___ Data to process

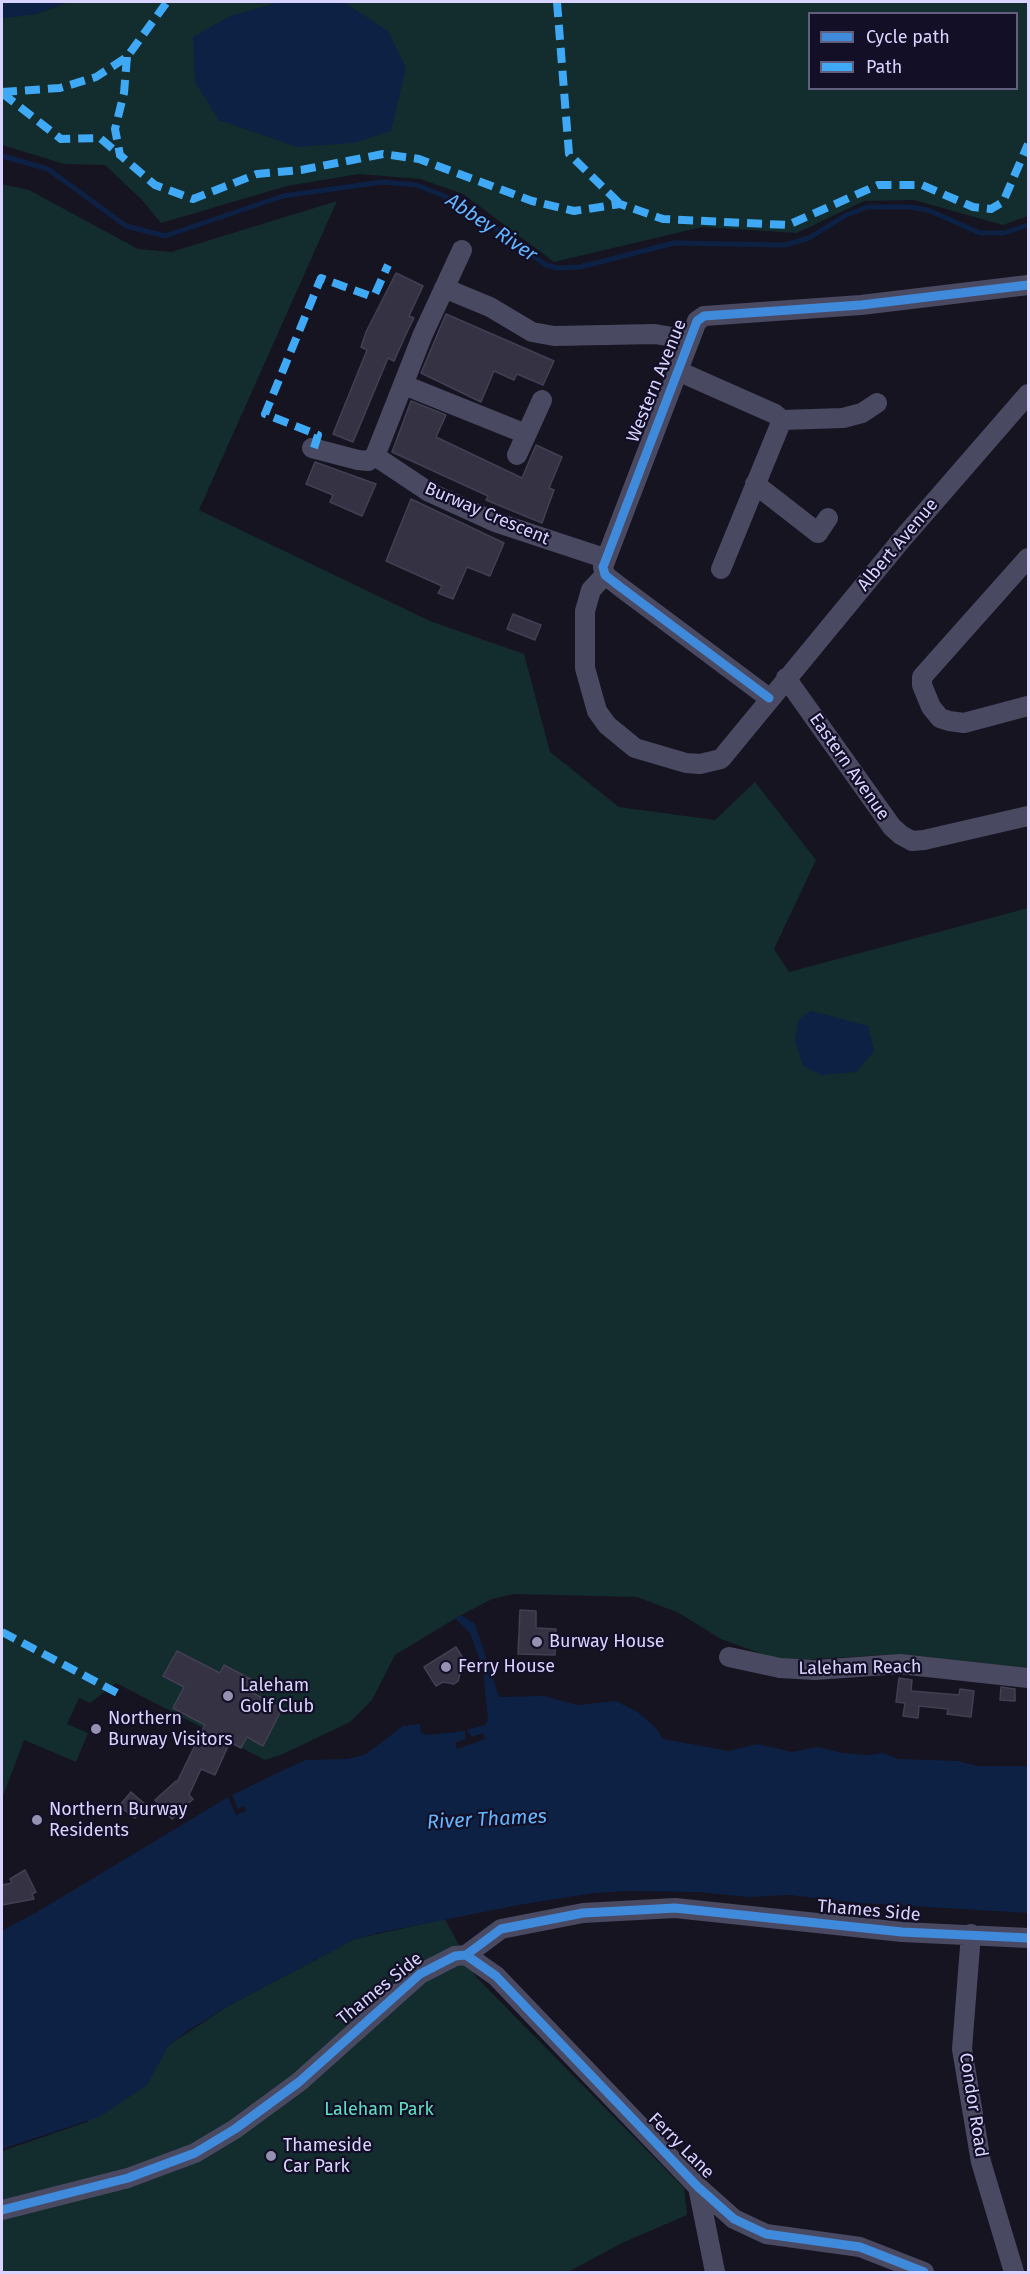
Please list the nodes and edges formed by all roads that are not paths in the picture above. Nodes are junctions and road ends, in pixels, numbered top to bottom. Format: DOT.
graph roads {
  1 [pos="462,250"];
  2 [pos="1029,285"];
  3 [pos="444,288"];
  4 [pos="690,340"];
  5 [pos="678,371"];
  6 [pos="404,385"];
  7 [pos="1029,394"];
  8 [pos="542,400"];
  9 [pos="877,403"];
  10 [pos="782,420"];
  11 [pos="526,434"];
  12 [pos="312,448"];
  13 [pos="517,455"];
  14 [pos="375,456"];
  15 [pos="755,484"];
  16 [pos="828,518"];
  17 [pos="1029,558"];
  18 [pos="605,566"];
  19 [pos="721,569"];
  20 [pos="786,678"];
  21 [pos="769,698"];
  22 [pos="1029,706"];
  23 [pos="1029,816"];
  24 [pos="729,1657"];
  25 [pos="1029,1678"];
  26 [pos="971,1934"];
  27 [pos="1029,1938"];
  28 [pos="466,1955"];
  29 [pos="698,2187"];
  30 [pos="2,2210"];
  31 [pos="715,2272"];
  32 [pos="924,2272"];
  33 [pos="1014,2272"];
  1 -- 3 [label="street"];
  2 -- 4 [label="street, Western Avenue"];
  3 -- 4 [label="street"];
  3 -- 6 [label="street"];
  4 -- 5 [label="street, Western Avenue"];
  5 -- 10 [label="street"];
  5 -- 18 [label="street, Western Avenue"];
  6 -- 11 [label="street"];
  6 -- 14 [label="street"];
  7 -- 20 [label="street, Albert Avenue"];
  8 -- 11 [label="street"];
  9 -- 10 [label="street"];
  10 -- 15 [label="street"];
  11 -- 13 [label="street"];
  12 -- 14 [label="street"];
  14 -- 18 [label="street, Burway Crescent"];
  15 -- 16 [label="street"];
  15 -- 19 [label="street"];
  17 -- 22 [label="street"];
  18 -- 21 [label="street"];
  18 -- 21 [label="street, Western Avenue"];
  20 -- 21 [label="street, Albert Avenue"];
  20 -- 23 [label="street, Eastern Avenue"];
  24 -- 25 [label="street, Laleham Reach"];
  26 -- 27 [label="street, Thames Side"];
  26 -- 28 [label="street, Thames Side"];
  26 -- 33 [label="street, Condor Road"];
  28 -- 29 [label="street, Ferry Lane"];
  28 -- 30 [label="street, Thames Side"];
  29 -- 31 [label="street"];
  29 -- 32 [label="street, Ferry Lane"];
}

______
___ Data to process

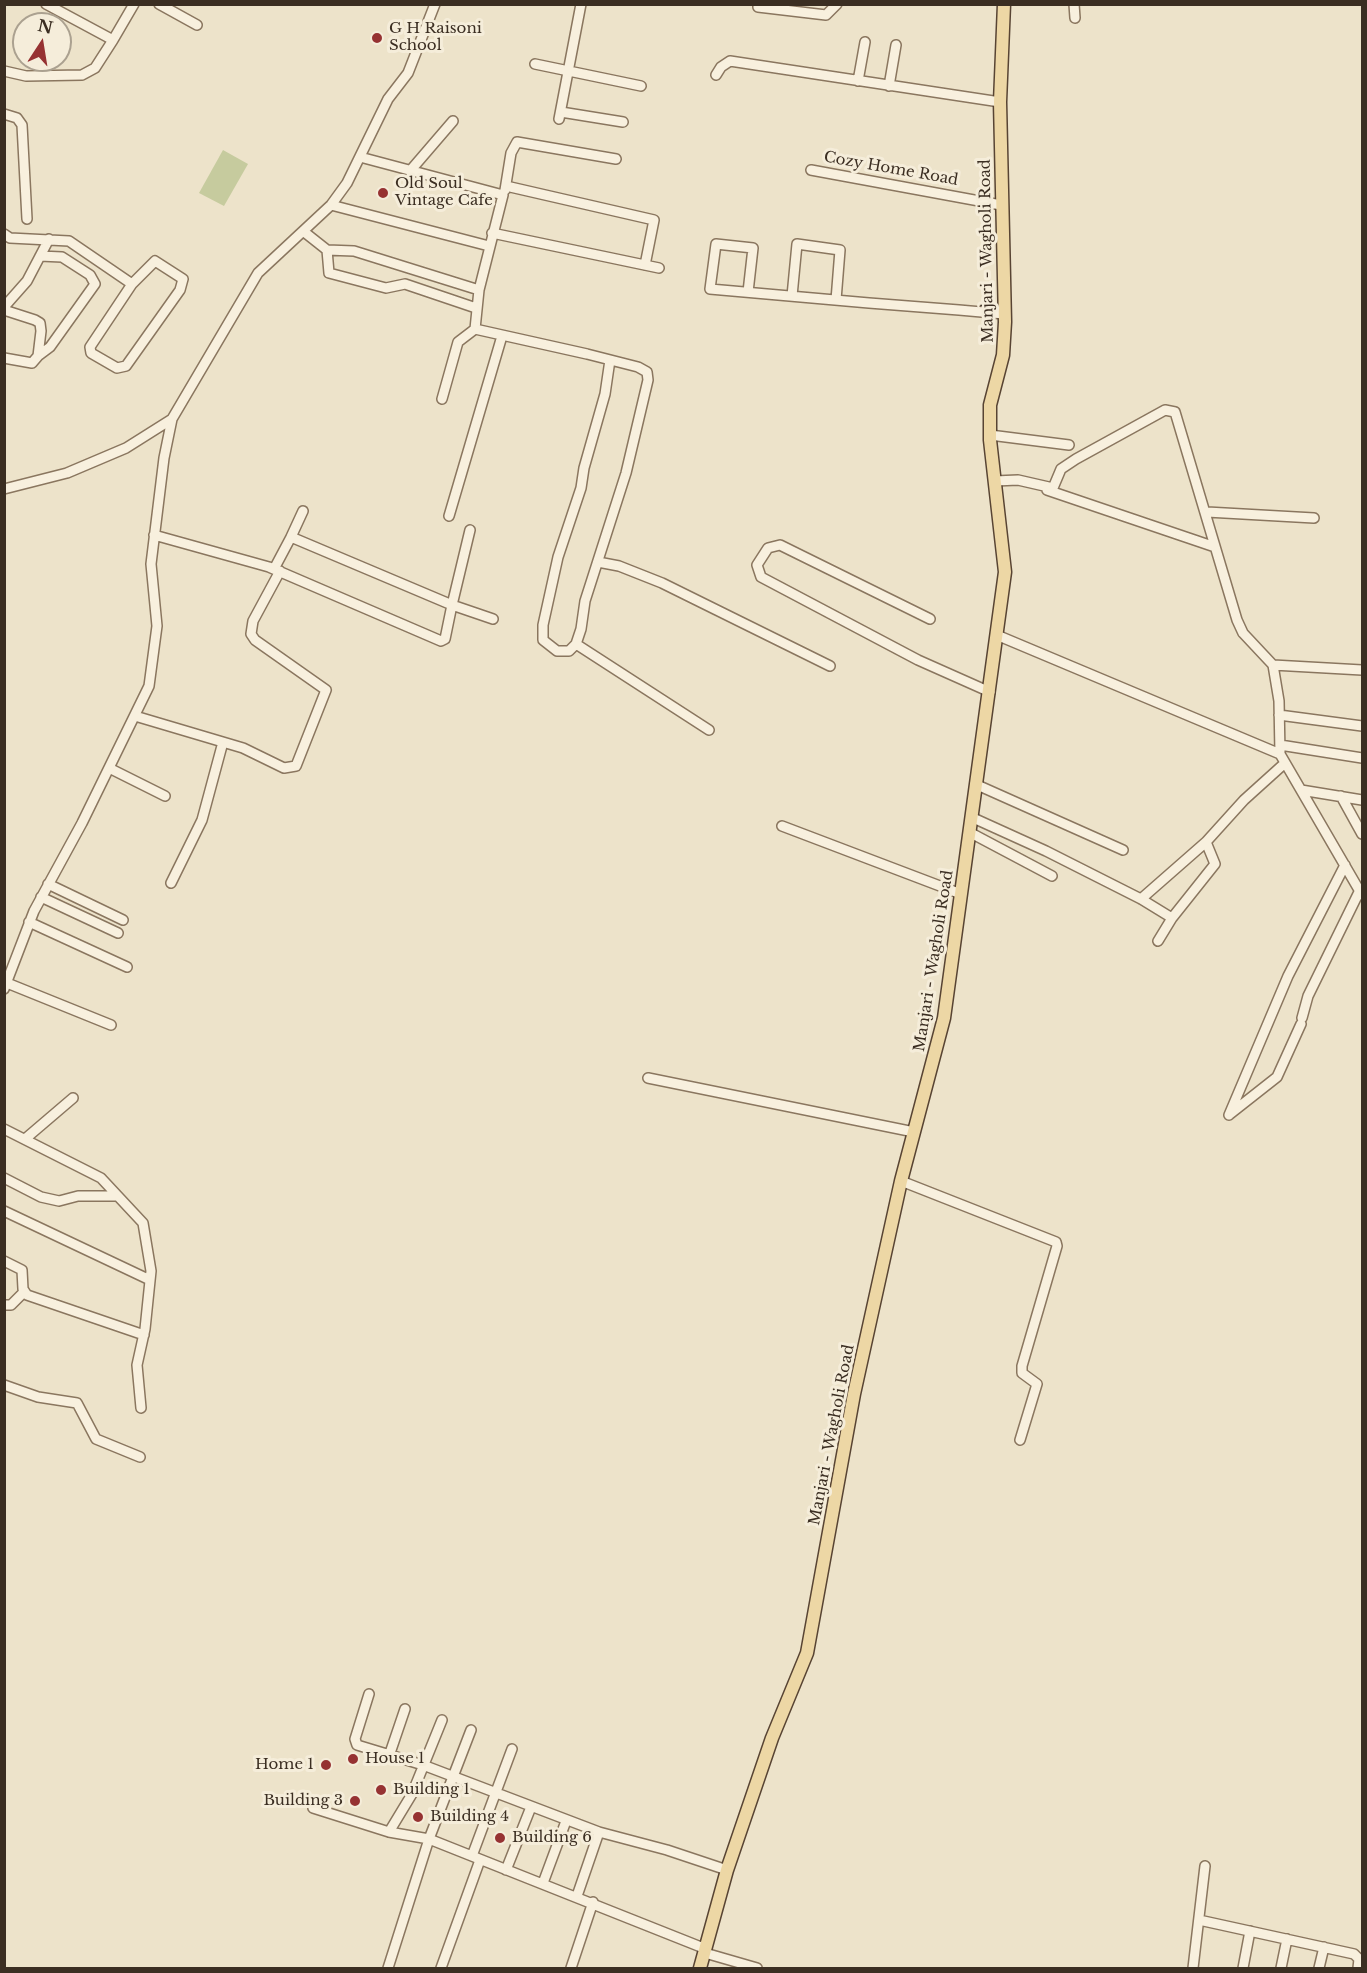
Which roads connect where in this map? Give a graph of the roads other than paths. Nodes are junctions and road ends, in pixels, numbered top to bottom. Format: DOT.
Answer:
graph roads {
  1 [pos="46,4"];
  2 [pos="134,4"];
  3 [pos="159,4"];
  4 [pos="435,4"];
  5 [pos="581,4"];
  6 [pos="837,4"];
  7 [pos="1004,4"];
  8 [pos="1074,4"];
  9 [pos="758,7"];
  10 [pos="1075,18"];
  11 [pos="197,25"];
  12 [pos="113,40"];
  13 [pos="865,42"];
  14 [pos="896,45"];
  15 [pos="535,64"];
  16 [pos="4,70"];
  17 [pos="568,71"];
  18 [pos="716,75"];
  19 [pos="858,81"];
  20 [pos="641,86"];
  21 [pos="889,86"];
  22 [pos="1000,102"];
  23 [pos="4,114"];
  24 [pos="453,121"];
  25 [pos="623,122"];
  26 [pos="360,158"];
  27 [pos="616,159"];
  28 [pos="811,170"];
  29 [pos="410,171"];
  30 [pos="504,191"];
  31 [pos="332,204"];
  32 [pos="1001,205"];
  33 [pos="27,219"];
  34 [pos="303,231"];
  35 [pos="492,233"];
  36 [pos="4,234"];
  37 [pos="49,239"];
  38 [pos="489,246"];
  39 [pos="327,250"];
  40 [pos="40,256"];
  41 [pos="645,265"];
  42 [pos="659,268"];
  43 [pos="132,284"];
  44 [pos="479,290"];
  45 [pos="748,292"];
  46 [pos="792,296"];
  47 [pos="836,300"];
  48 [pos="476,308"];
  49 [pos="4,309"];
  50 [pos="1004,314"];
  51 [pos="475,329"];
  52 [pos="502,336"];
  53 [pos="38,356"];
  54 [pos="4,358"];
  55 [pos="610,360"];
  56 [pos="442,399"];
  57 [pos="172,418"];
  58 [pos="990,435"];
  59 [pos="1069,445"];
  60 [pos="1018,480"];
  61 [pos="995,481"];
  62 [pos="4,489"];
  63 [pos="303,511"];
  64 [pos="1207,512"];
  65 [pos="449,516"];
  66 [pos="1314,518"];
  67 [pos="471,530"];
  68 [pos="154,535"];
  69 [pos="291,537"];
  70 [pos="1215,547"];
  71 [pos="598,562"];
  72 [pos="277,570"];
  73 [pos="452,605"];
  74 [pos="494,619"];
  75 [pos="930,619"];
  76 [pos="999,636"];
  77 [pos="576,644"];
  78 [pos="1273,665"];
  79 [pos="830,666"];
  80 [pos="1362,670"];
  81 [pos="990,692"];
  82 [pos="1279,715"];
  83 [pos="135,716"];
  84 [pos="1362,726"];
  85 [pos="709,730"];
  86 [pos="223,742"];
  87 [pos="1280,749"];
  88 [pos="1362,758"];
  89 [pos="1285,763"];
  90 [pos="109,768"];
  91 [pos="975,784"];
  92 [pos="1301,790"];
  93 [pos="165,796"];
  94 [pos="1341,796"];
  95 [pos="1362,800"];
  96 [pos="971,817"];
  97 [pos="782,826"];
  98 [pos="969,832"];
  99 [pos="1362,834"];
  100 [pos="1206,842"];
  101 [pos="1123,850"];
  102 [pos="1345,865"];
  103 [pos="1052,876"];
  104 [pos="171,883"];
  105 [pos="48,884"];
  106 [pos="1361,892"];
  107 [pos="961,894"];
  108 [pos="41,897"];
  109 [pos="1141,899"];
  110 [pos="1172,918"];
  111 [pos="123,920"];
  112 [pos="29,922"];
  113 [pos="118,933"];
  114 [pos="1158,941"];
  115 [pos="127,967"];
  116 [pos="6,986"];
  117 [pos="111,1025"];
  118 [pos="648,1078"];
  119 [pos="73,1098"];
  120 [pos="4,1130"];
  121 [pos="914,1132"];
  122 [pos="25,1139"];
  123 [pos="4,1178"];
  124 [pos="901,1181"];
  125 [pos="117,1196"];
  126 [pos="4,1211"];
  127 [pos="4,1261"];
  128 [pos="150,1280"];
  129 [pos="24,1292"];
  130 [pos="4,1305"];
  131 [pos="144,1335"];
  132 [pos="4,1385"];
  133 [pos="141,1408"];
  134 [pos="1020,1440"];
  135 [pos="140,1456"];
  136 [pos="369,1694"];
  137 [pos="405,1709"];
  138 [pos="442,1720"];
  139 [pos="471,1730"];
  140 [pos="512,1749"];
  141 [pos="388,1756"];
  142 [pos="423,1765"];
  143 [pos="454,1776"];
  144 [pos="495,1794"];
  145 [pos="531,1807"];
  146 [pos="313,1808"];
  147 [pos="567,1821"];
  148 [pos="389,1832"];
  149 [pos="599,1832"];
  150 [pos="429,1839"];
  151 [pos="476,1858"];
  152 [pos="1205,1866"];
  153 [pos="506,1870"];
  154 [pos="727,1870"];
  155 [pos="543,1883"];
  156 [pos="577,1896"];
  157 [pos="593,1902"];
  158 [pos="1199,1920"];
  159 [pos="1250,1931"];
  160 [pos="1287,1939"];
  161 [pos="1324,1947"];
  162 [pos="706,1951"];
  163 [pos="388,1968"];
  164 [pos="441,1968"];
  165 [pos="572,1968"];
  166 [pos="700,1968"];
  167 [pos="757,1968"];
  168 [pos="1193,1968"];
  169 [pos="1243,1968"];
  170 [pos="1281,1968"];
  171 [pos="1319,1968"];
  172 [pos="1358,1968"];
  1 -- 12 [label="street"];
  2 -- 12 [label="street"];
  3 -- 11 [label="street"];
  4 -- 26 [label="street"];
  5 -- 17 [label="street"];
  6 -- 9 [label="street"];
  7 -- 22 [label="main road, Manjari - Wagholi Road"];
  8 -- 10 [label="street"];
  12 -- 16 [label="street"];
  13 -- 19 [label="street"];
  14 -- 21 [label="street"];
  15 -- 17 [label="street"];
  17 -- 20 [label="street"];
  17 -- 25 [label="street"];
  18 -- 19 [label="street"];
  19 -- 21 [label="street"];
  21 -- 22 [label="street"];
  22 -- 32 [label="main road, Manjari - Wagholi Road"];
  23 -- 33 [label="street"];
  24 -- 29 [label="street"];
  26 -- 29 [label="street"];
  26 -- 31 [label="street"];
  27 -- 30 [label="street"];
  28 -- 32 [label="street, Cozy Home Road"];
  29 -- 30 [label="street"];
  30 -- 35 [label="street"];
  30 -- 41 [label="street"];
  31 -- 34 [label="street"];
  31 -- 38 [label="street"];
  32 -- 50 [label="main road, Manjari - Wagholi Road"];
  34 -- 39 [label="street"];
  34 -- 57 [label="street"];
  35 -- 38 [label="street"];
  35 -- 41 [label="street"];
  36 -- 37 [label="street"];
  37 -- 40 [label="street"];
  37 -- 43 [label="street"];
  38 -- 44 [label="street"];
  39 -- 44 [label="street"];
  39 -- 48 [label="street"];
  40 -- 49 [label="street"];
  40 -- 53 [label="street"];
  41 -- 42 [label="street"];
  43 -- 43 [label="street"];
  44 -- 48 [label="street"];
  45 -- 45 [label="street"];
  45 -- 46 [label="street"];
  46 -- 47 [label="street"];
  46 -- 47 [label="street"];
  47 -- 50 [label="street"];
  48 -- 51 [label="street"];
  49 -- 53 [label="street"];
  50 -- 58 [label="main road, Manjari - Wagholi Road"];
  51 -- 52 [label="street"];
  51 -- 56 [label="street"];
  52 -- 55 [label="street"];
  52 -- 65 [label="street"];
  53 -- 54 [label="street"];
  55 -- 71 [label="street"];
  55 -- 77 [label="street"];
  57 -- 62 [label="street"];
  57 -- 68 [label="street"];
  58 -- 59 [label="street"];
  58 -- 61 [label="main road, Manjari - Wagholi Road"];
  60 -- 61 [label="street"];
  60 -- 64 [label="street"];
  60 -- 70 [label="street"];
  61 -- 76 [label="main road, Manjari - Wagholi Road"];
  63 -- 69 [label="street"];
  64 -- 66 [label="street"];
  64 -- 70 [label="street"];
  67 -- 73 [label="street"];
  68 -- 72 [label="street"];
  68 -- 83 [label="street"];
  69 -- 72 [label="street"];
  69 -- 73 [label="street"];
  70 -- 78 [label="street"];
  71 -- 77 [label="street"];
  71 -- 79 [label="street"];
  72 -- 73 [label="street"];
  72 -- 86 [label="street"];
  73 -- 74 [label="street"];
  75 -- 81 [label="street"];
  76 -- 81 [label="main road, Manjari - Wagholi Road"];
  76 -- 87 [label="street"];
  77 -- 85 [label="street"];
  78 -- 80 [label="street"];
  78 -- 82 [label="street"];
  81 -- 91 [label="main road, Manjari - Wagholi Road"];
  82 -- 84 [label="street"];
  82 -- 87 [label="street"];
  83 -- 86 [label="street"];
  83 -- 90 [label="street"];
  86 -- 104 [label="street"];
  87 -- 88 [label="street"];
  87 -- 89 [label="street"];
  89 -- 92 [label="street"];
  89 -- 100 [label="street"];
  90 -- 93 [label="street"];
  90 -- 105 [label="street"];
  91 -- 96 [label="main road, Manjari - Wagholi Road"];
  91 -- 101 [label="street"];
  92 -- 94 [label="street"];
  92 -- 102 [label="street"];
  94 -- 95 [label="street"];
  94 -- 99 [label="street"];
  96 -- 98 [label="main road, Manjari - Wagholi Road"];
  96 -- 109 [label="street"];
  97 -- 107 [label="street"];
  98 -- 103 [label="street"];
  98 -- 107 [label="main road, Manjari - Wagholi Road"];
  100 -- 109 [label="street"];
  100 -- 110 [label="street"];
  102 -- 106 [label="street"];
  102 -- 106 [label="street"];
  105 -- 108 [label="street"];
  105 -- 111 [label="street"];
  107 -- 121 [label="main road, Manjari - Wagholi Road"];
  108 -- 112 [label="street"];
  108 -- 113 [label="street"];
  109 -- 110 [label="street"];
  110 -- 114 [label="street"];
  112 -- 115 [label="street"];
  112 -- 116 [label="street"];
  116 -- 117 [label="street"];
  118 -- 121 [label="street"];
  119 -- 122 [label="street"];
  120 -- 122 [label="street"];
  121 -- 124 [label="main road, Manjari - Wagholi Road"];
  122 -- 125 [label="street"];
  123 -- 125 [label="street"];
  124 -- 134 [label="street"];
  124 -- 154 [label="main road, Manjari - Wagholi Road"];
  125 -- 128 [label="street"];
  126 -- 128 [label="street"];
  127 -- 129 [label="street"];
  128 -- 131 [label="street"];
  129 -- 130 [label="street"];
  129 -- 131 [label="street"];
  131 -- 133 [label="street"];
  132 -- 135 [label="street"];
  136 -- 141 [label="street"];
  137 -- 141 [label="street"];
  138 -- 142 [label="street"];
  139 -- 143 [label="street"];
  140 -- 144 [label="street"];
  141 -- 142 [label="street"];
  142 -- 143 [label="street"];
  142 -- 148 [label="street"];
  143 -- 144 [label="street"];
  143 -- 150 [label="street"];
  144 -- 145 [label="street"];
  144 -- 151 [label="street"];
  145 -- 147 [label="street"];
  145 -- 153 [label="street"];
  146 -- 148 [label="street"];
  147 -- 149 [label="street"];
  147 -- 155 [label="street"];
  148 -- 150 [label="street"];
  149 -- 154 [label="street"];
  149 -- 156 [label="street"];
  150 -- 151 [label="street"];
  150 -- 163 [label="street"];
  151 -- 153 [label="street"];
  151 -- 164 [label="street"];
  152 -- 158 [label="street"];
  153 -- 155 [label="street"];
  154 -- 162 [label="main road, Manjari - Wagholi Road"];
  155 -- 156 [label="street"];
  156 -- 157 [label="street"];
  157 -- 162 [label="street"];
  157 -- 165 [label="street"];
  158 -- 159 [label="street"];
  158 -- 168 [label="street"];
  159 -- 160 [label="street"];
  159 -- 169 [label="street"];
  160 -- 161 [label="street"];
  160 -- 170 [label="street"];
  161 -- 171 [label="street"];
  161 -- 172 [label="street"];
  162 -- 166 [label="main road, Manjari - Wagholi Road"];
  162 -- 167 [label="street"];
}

______

_What you have to do_: Copy out every line from the material above where the string "Lane" turns up.

_Written answer_:
  28 -- 29 [label="street, Ferry Lane"];
  29 -- 32 [label="street, Ferry Lane"];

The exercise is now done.